Redefining Overinsurance
All disability insurance carriers have genuine concerns regarding overinsurance, as it has the potential of creating a moral hazard of enticement to file unsubstantiated and unnecessary claims. Traditional disability insurance carriers address this phobia in the form of issue and participation limits. These carriers believe that as the monthly benefit amount increases, the moral hazard and risk also increases. The traditional carriers tend to fixate on monthly benefit amount instead of covered percentage of income. Financial analysis has proven that as incomes increase standards of living and therefore expenses increase proportionately. High income earners are often very driven, very competitive, and most are not interested in remaining on a disability claim longer than absolutely necessary.
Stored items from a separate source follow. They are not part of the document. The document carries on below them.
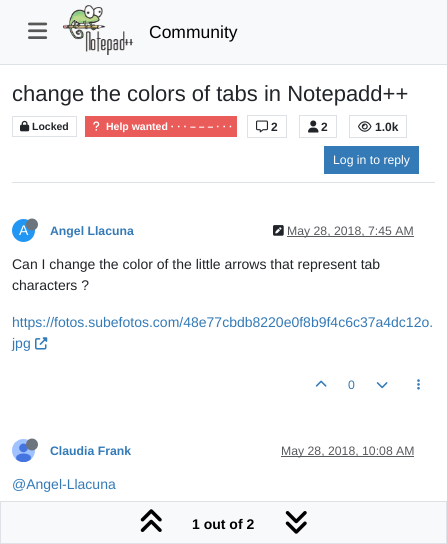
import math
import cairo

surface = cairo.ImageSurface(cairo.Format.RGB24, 447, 544)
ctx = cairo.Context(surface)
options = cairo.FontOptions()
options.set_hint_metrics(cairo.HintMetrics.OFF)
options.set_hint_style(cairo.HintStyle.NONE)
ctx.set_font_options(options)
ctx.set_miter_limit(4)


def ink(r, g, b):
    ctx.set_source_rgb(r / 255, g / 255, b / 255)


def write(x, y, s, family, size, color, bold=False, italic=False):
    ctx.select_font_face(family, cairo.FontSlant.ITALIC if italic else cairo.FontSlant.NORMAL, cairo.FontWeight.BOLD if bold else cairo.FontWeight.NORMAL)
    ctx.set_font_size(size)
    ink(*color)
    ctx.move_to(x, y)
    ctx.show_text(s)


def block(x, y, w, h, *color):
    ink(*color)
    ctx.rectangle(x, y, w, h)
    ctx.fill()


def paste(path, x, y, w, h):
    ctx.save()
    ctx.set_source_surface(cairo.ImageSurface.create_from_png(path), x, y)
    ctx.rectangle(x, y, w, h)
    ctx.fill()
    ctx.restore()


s1 = dict(family="Liberation Sans", size=17.5, color=(0, 0, 0))
s2 = dict(family="Liberation Sans", size=22, color=(33, 37, 41))
s3 = dict(family="Liberation Sans", size=10.5, color=(33, 37, 41), bold=True)
s4 = dict(family="Liberation Sans", size=10.5, color=(255, 255, 255), bold=True)
s5 = dict(family="Liberation Sans", size=12, color=(33, 37, 41), bold=True)
s6 = dict(family="Liberation Sans", size=12.25, color=(255, 255, 255))
s7 = dict(family="Liberation Sans", size=14, color=(255, 255, 255))
s8 = dict(family="Liberation Sans", size=12.25, color=(51, 122, 183), bold=True)
s9 = dict(family="Liberation Sans", size=12.25, color=(88, 91, 94))
s10 = dict(family="Liberation Sans", size=14, color=(33, 37, 41))
s11 = dict(family="Liberation Sans", size=14, color=(51, 122, 183))
s12 = dict(family="Liberation Sans", size=12.25, color=(51, 122, 183))
s13 = dict(family="Liberation Sans", size=14, color=(0, 0, 0), bold=True)

ink(255, 255, 255)
ctx.paint()
block(0, 0, 447, 64, 248, 249, 250)
block(0, 64, 447, 1, 222, 226, 230)
paste("pic1.png", 28, 22, 20, 17)
paste("pic2.png", 63, 5, 71, 50)
write(149, 38, "Community", **s1)
block(12, 182, 423, 1, 222, 226, 230)
write(12, 101, "change the colors of tabs in Notepadd++", **s2)
ctx.rectangle(12.5, 116.5, 64, 20)
ink(222, 226, 230)
ctx.set_line_width(1)
ctx.stroke()
paste("pic3.png", 20, 120, 10, 12)
write(32, 130, "Locked", **s3)
block(85, 116, 152, 21, 233, 92, 90)
paste("pic4.png", 93, 121, 7, 10)
write(106, 130, "Help wanted · · · – – – · · ·", **s4)
ctx.rectangle(247.5, 115.5, 39, 22)
ink(222, 226, 230)
ctx.stroke()
paste("pic5.png", 256, 120, 12, 13)
write(271, 131, "2", **s5)
ctx.rectangle(299.5, 115.5, 37, 22)
ink(222, 226, 230)
ctx.stroke()
paste("pic6.png", 308, 120, 11, 13)
write(321, 131, "2", **s5)
ctx.rectangle(349.5, 115.5, 57, 22)
ink(222, 226, 230)
ctx.stroke()
paste("pic7.png", 358, 121, 14, 11)
write(375, 131, "1.0k", **s5)
block(324, 146, 95, 28, 51, 122, 183)
write(333, 164, "Log in to reply", **s6)
ink(33, 150, 243)
ctx.new_path()
ctx.arc(23.5, 230.5, 11.5, 0, 2 * math.pi)
ctx.fill()
write(19, 235, "A", **s7)
paste("pic8.png", 26, 218, 12, 13)
write(50, 235, "Angel Llacuna", **s8)
paste("pic9.png", 273, 225, 11, 11)
block(287, 236, 127, 1, 89, 92, 95)
write(287, 235, "May 28, 2018, 7:45 AM", **s9)
write(12, 269, "Can I change the color of the little arrows that represent tab", **s10)
write(12, 290, "characters ?", **s10)
write(12, 327, "https://fotos.subefotos.com/48e77cbdb8220e0f8b9f4c6c37a4dc12o.", **s11)
write(12, 348, "jpg", **s11)
paste("pic10.png", 35, 337, 13, 13)
paste("pic11.png", 315, 380, 12, 7)
write(348, 389, "0", **s12)
paste("pic12.png", 376, 382, 12, 7)
paste("pic13.png", 417, 379, 3, 11)
paste("pic15.png", 12, 439, 23, 23)
paste("pic14.png", 26, 438, 12, 13)
write(50, 455, "Claudia Frank", **s8)
block(281, 456, 133, 1, 89, 92, 95)
write(281, 455, "May 28, 2018, 10:08 AM", **s9)
write(12, 489, "@Angel-Llacuna", **s11)
ink(248, 249, 250)
ctx.rectangle(0.5, 501.5, 446, 42)
ctx.fill_preserve()
ink(222, 226, 230)
ctx.stroke()
paste("pic16.png", 140, 509, 22, 23)
write(192, 529, "1 out of 2", **s13)
paste("pic17.png", 285, 511, 22, 23)
surface.write_to_png("screenshot.png")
Petersen International Underwriters has long been a provider of supplemental high limit disability insurance which traditional carriers consider outside their risk retention “comfort zone”. Disability protection at 65% of income is recognized by the insurance industry as the appropriate and minimum level of insurance that one should acquire. Petersen International Underwriters believes that 65% of income should be provided regardless of the insured’s occupation or income level. Disability insurance industry statisticians have advised that the average duration of a long term disability claim is approximately three years. If the average claim is only three years, why are we prescribing benefits that are payable to age 65? We might argue that a “to age 65” benefit period be considered overinsurance, as the majority of disability claims are resolved by year five.
Supplemental disability insurance is designed to provide the insured person additional layers of coverage up to that appropriate level of 65% of their income regardless of the monthly benefit amount. A large benefit amount for high income earners is extremely important in terms of proper financial planning.